START DATASET

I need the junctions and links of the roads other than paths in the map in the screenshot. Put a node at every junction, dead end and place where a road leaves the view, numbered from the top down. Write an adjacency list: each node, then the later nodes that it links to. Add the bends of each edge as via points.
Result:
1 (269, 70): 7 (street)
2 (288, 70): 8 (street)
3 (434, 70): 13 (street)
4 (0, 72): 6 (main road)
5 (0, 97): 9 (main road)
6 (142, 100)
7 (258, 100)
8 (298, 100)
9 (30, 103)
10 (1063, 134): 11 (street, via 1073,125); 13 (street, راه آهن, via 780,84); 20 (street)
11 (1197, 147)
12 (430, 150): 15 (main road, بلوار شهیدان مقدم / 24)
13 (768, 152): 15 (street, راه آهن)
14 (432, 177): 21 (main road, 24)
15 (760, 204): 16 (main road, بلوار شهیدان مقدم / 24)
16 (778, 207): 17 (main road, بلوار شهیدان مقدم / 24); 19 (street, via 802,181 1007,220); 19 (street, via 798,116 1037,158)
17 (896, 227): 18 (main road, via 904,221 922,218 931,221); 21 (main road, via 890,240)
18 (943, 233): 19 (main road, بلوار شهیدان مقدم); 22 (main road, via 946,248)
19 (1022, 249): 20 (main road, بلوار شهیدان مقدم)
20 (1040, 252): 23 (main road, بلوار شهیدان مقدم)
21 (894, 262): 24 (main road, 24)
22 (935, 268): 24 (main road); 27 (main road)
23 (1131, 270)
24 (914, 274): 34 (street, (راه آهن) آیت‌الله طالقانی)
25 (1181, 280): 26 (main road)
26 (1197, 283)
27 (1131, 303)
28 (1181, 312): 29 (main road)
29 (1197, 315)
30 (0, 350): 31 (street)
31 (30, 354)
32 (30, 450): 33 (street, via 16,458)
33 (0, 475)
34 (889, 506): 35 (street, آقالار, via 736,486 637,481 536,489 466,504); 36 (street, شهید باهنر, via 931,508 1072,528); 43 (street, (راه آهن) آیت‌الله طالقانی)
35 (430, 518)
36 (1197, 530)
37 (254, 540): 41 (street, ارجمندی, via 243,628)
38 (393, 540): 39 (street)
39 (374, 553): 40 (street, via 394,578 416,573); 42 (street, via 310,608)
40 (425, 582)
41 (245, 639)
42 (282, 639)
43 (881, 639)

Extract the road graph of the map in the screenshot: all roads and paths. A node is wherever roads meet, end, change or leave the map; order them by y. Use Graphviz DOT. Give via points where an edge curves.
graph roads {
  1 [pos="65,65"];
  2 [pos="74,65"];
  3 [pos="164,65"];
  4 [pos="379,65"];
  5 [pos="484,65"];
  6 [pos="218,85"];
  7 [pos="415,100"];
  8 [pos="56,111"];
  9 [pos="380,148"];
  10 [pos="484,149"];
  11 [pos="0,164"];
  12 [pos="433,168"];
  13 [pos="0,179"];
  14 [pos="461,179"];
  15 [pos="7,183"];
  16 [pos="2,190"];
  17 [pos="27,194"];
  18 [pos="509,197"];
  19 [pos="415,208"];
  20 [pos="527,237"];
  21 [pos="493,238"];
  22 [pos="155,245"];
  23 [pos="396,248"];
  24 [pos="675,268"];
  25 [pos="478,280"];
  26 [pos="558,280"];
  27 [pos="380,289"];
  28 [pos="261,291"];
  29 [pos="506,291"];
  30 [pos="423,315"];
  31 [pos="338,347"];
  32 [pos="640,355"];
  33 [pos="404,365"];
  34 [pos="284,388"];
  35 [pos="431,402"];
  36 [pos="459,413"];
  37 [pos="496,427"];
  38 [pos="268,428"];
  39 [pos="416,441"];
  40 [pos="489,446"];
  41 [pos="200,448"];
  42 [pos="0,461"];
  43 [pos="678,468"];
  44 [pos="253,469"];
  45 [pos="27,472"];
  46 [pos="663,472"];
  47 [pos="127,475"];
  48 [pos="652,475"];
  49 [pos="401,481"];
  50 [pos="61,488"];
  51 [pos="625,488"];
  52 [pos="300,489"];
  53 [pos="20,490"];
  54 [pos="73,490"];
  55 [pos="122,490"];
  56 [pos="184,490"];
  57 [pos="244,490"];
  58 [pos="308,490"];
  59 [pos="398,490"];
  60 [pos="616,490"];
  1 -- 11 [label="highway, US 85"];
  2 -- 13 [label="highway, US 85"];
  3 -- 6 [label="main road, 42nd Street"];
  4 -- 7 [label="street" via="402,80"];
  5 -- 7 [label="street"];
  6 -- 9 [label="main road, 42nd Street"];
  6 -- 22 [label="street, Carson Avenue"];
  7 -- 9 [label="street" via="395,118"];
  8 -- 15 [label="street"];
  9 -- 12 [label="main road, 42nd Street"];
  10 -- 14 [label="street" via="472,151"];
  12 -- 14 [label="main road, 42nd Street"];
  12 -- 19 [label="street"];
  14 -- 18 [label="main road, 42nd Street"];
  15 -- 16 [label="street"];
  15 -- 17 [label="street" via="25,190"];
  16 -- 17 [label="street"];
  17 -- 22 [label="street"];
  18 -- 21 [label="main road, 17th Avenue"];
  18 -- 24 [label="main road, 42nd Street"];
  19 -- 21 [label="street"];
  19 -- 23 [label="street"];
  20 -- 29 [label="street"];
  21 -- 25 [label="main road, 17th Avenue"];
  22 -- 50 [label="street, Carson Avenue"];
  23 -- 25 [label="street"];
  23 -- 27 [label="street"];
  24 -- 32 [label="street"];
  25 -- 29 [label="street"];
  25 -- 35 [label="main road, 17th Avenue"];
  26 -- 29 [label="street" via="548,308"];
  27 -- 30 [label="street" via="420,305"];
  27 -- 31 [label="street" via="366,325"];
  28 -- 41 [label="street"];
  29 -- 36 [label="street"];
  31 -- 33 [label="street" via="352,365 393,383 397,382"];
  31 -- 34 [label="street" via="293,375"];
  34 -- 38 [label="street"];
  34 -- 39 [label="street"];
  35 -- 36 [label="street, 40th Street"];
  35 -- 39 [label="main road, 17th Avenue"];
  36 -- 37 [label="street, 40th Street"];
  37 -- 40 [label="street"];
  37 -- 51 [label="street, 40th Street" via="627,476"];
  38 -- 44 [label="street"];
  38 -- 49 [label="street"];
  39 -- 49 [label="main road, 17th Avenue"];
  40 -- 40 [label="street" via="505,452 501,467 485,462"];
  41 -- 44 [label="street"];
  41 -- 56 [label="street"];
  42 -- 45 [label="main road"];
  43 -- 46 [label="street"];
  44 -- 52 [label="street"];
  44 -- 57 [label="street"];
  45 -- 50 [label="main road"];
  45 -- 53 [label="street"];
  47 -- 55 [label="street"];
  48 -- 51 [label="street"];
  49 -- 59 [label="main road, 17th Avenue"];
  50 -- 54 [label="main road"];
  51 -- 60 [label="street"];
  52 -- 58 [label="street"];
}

END DATASET

=== WORK TO BE COMPLETED ===
Within the data above, find the lines that contain the word "graph" and copy each of them.

=== YOUR RESPONSE ===
Extract the road graph of the map in the screenshot: all roads and paths. A node is wherever roads meet, end, change or leave the map; order them by y. Use Graphviz DOT. Give via points where an edge curves.
graph roads {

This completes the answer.